Il Lasörling con le sue due vette domina il versante meridionale della valle Virgental e forma il centro dell'omonima catena montuosa. Rocce selvagge conducono fino al punto più alto e possono far sembrare complessa l'arrampicata. La punta conica della vetta principale presenta un punto debole sul versante meridionale. Un fianco ripido in direzione sud-ovest conduce qui, più o meno senza difficoltà, fino alla vetta. Per gli scialpinisti esperti e in buone condizioni, il Lasörling è una vera chicca. Le migliori condizioni si trovano in primavera quando i ripidi pendii si sono scaricati nella stretta valle Mullitztal. Punto di partenza per il nostro skitour è la frazione Welzelach (1220 m), 4 km a ovest di Virgen. Diramazione alla Gasthof Neuwirt a Virgen sulla sinistra verso Niedermauern, Rain o Welzelach (seguire i cartelli). Possibilità di parcheggio all'inizio del sentiero che conduce ai rifugi presso le case dei contadini più alte, dopo una cappella. Seguiamo l'ampia strada carrabile nella valle Mullitztal lunga oltre 6 km. Le prime curve si tagliano nel ripido bosco lungo una carrareccia prima di proseguire verso l'interno per la strada forestale sempre in salita.

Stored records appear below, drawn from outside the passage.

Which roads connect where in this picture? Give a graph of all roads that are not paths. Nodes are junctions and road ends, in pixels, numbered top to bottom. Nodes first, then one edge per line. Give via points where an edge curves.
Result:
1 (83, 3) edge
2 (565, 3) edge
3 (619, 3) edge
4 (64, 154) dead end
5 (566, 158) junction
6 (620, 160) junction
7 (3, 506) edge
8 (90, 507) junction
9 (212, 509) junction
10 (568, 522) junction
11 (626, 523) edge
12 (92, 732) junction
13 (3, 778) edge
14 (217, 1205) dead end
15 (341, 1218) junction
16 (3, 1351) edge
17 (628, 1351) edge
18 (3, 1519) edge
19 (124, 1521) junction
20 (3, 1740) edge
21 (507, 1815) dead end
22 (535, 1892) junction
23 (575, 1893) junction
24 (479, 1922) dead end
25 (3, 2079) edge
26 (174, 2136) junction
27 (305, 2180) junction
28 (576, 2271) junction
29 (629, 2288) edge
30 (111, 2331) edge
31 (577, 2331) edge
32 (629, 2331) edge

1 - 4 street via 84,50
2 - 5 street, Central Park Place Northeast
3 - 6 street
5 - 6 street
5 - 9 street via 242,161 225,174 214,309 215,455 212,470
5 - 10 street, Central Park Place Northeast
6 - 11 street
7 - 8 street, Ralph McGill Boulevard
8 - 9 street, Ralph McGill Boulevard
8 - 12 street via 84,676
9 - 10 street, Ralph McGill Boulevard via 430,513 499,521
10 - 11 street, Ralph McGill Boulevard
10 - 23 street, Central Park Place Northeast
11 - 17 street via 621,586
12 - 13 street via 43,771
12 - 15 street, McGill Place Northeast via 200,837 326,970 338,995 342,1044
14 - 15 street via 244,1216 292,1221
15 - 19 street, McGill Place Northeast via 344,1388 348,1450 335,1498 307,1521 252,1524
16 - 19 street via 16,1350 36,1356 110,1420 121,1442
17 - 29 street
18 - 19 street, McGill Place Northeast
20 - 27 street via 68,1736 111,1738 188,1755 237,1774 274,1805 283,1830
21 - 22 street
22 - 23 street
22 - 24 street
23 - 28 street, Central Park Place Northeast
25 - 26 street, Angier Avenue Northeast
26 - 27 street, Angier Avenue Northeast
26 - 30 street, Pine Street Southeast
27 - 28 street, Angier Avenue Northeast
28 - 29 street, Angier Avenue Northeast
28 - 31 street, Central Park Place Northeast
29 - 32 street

Passando per le malghe Stadler e Rainer Alm, arriviamo dopo circa 2 ore all'inizio della funivia merci (2030 m). Il pendio che inizia qui (NE, 30°) è il primo punto chiave per le valanghe e non andrebbe sottovalutato nella sua pendenza. Con parecchie curve in salita arriviamo all'originale Lasörlinghütte (2296 m) di forma esagonale. Il tracciato si snoda in direzione nord-ovest attraverso una valle in quota lunga 2,5 km, che viene denominata "Glauret". Il ripido fianco SO (35°) che preannuncia la salita in vetta  è visibile solo alla fine, il che aumenta la tensione. Con numerose curve o anche portando gli sci si sale con fatica nella morena con quasi 300 metri di dislivello, prima svoltando attraverso un terreno più in piano a sinistra del pendio principale (ovest). Raggiungiamo una spalla (ca 3000 m), da dove, in genere a piedi, passando per tracciati ripidi per accorciare, raggiungiamo la cresta della vetta senza difficoltà. Prestando attenzione alle cornici nevose si passa per brevi blocchi fino al punto più alto con la grande croce in legno (6 ore dalla valle). Discesa lungo il tracciato della salita.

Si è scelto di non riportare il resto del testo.